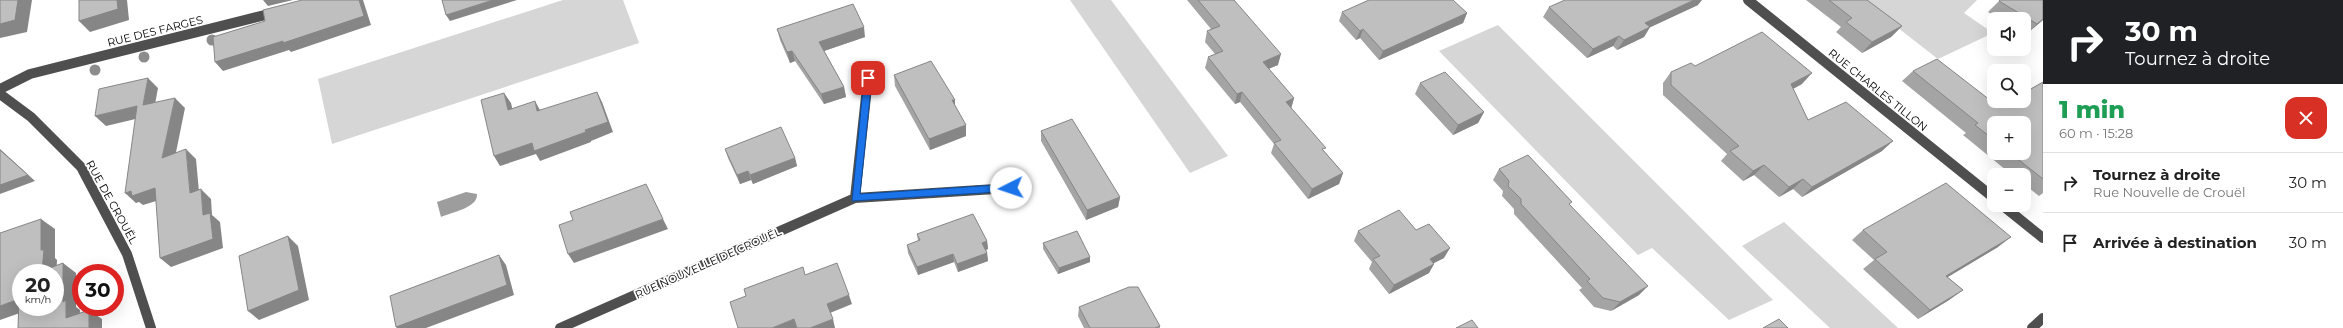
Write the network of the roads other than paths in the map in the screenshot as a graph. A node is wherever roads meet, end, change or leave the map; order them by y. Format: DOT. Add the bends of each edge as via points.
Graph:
graph roads {
  1 [pos="1748,0"];
  2 [pos="283,10"];
  3 [pos="868,78"];
  4 [pos="0,89"];
  5 [pos="0,94"];
  6 [pos="1011,188"];
  7 [pos="1987,192"];
  8 [pos="855,198"];
  9 [pos="2011,212"];
  10 [pos="2043,238"];
  11 [pos="2043,318"];
  12 [pos="151,328"];
  13 [pos="560,328"];
  14 [pos="2032,328"];
  1 -- 7 [label="street, RUE CHARLES TILLON"];
  2 -- 4 [label="street, RUE DES FARGES" via="30,74"];
  3 -- 8 [label="street"];
  5 -- 12 [label="street, RUE DE CROUËL" via="31,117 81,167 127,254"];
  6 -- 8 [label="street, RUE NOUVELLE DE CROUËL"];
  8 -- 13 [label="street, RUE NOUVELLE DE CROUËL"];
  9 -- 10 [label="street"];
  11 -- 14 [label="street"];
}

§ Work to be completed
Copy all the data exactly as written, but skip any picture.

§ Written solution
Write the network of the roads other than paths in the map in the screenshot as a graph. A node is wherever roads meet, end, change or leave the map; order them by y. Format: DOT. Add the bends of each edge as via points.
Graph:
graph roads {
  1 [pos="1748,0"];
  2 [pos="283,10"];
  3 [pos="868,78"];
  4 [pos="0,89"];
  5 [pos="0,94"];
  6 [pos="1011,188"];
  7 [pos="1987,192"];
  8 [pos="855,198"];
  9 [pos="2011,212"];
  10 [pos="2043,238"];
  11 [pos="2043,318"];
  12 [pos="151,328"];
  13 [pos="560,328"];
  14 [pos="2032,328"];
  1 -- 7 [label="street, RUE CHARLES TILLON"];
  2 -- 4 [label="street, RUE DES FARGES" via="30,74"];
  3 -- 8 [label="street"];
  5 -- 12 [label="street, RUE DE CROUËL" via="31,117 81,167 127,254"];
  6 -- 8 [label="street, RUE NOUVELLE DE CROUËL"];
  8 -- 13 [label="street, RUE NOUVELLE DE CROUËL"];
  9 -- 10 [label="street"];
  11 -- 14 [label="street"];
}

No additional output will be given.